What lines below mention the word "Милев"? Copy each one.

[Stored data entries]
=== Section Start ===
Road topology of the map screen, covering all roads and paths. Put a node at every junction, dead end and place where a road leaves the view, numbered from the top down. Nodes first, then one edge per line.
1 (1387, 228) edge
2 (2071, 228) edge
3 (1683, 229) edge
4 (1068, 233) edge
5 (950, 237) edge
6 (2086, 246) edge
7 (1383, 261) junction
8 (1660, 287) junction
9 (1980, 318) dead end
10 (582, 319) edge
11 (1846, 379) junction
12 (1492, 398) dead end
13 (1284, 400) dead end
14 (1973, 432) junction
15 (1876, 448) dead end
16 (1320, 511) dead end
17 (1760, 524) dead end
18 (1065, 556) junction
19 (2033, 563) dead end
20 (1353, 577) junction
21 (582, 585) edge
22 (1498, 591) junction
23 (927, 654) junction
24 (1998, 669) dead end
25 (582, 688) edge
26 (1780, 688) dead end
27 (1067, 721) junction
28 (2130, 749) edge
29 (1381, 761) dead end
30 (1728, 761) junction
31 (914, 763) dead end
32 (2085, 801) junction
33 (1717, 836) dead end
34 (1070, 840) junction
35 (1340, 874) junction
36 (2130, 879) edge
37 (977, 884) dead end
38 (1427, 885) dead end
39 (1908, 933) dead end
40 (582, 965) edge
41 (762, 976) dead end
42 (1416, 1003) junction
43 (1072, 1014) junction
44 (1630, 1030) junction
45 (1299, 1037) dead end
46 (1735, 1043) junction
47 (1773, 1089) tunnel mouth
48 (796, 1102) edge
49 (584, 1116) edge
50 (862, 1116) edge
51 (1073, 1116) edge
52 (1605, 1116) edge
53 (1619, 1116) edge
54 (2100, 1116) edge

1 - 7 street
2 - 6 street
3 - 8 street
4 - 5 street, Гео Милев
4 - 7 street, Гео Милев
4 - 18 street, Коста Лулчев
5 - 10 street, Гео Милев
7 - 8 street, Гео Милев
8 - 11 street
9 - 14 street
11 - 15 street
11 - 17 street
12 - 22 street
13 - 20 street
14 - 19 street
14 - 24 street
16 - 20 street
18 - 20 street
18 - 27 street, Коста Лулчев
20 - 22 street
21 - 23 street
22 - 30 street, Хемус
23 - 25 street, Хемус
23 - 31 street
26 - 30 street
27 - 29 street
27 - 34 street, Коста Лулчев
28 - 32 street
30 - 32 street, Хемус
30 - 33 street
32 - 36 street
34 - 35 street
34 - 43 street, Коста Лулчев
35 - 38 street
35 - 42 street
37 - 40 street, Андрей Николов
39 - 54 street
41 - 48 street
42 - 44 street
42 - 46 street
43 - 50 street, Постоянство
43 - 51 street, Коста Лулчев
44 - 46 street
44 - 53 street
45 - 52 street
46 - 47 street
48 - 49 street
=== Section End ===
**Task response**
4 - 5 street, Гео Милев
4 - 7 street, Гео Милев
5 - 10 street, Гео Милев
7 - 8 street, Гео Милев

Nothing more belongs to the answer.